Structured pose outputs
------------------------------------------------------------------------
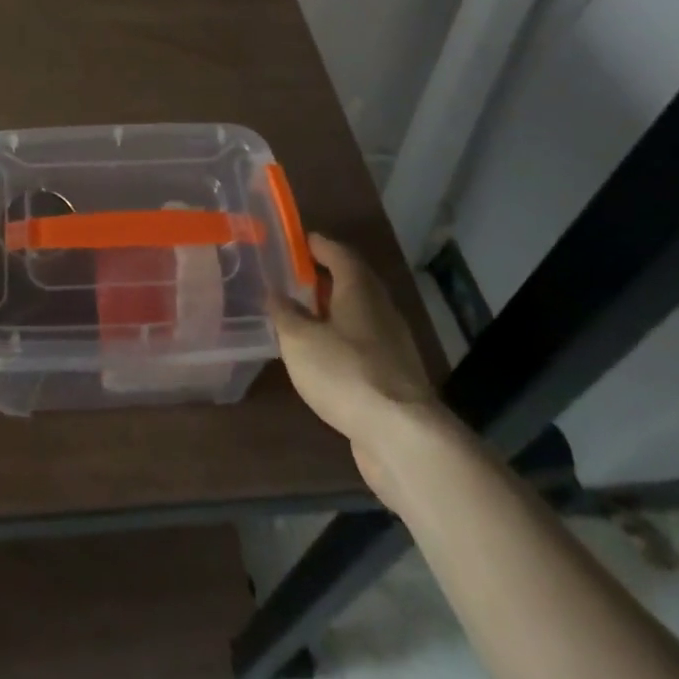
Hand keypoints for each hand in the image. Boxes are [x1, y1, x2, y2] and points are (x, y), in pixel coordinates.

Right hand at [269, 234, 435, 445]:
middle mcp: (380, 309)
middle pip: (353, 282)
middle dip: (325, 278)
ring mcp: (393, 345)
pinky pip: (364, 346)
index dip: (317, 245)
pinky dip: (343, 342)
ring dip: (334, 312)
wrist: (403, 437)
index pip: (338, 253)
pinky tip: (324, 357)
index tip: (296, 241)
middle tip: (294, 279)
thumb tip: (275, 293)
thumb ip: (284, 313)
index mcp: (359, 289)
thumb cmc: (346, 372)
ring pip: (359, 316)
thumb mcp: (299, 340)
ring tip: (303, 317)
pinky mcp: (395, 378)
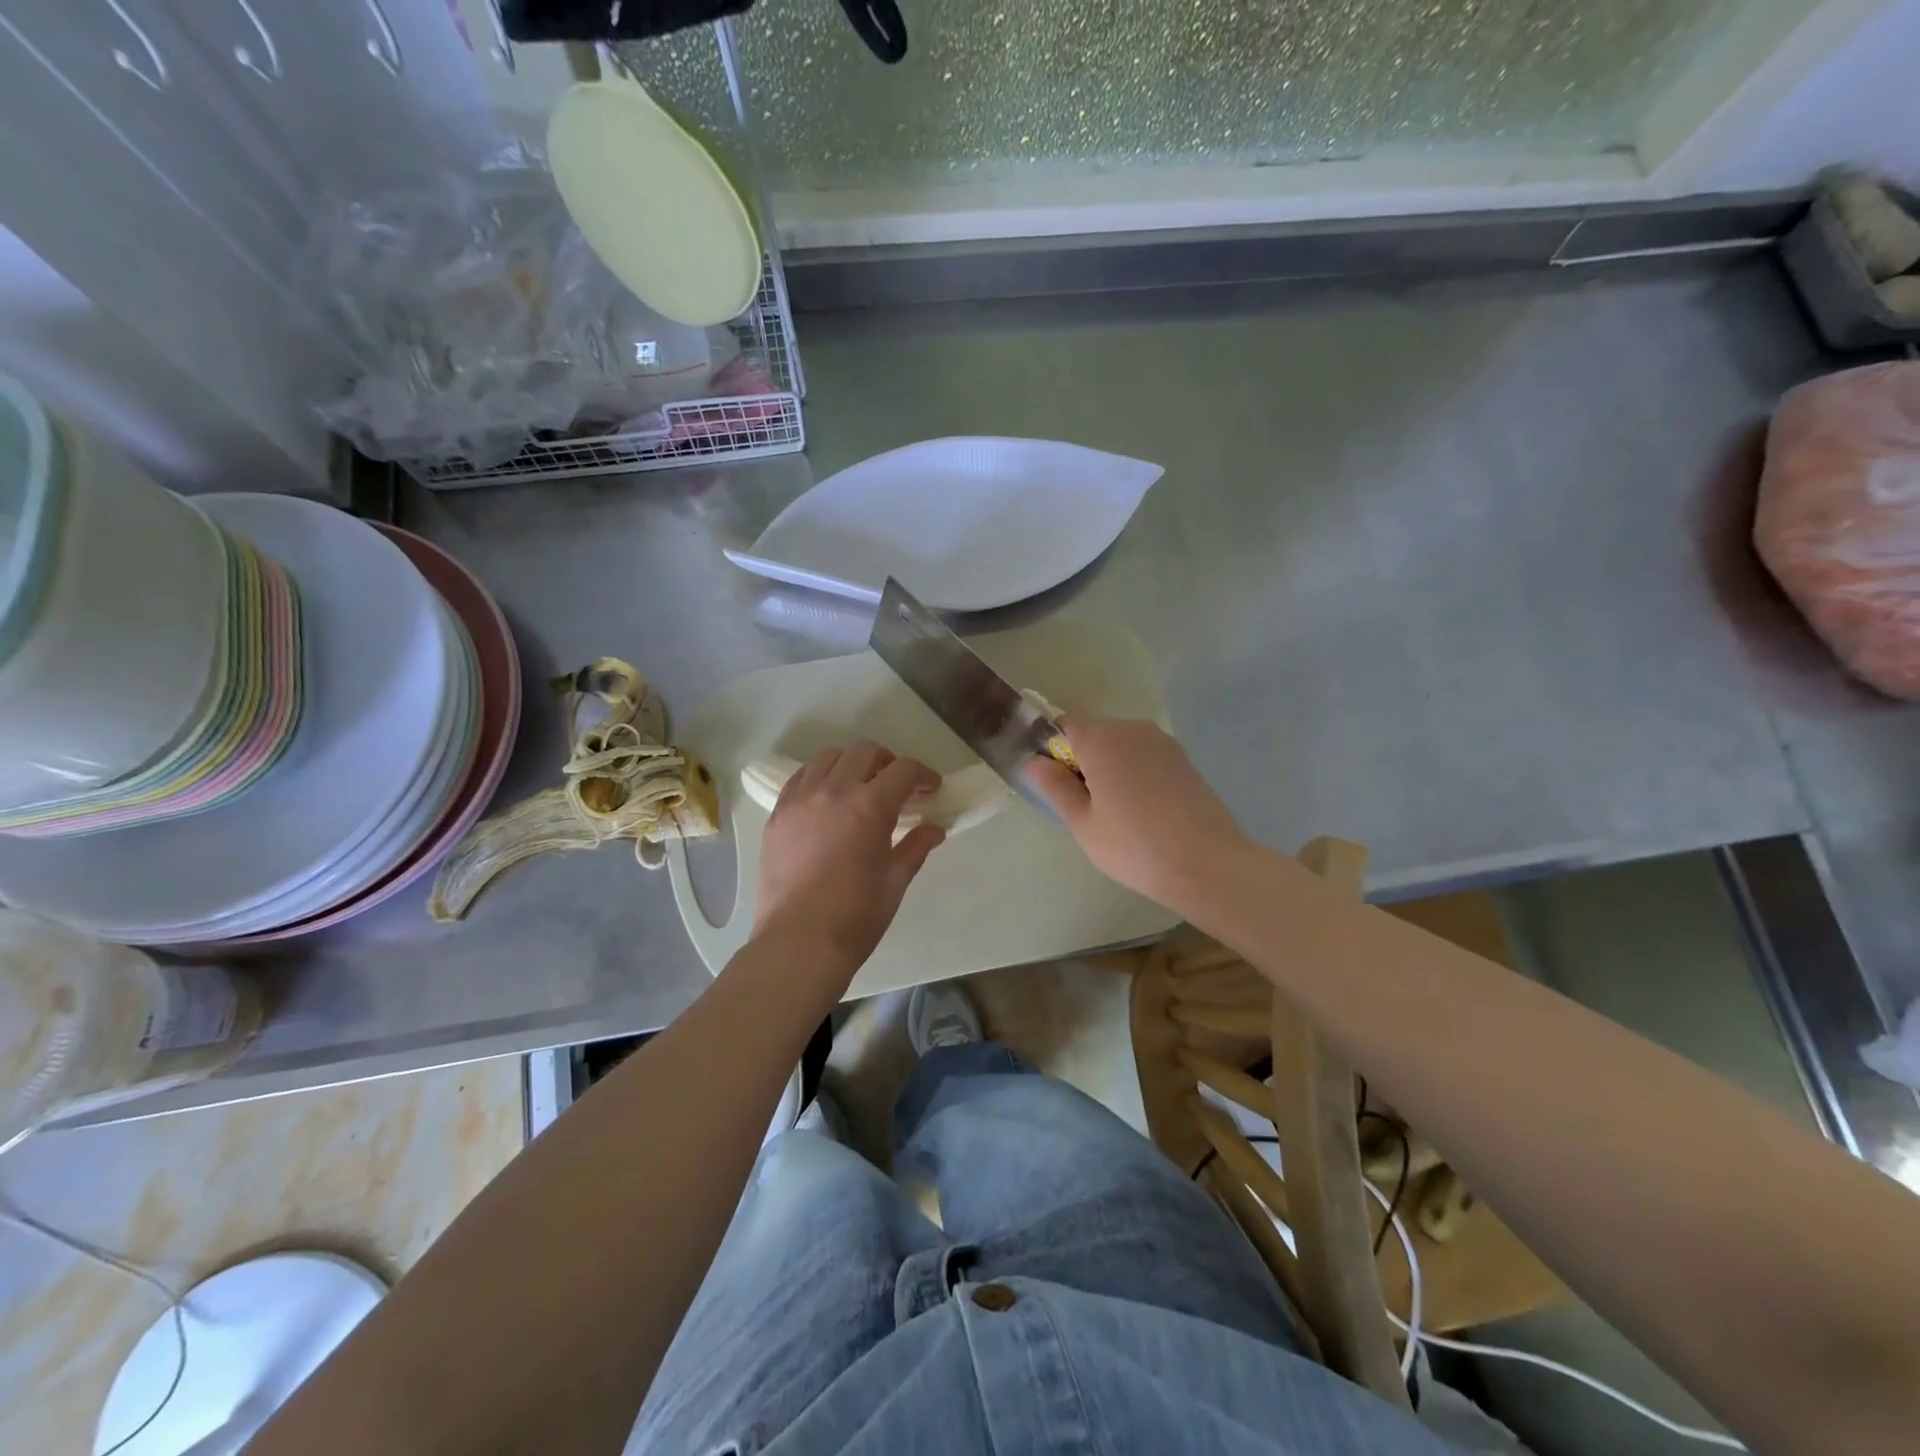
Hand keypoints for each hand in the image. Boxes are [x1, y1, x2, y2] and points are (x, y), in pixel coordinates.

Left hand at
------------------------------------------------------------------------
About this exercise — A word-for-word repeat is expected of the lines from the one with "index dip: (317, 245)" to the end of the data, both included; pictures are not part of it.

Solution to the exercise —
index dip: (317, 245)
pinky dip: (343, 342)
ring dip: (334, 312)
wrist: (403, 437)
index pip: (338, 253)
pinky tip: (324, 357)
index tip: (296, 241)
middle tip: (294, 279)
thumb tip: (275, 293)
thumb ip: (284, 313)
index mcp: (359, 289)
thumb cmc: (346, 372)
ring pip: (359, 316)
thumb mcp: (299, 340)
ring tip: (303, 317)
pinky mcp: (395, 378)
Hand keypoints for each hand in the image. Boxes are [x1, y1, x2, y2] and points are (x, y), in pixel coordinates.

Left hand at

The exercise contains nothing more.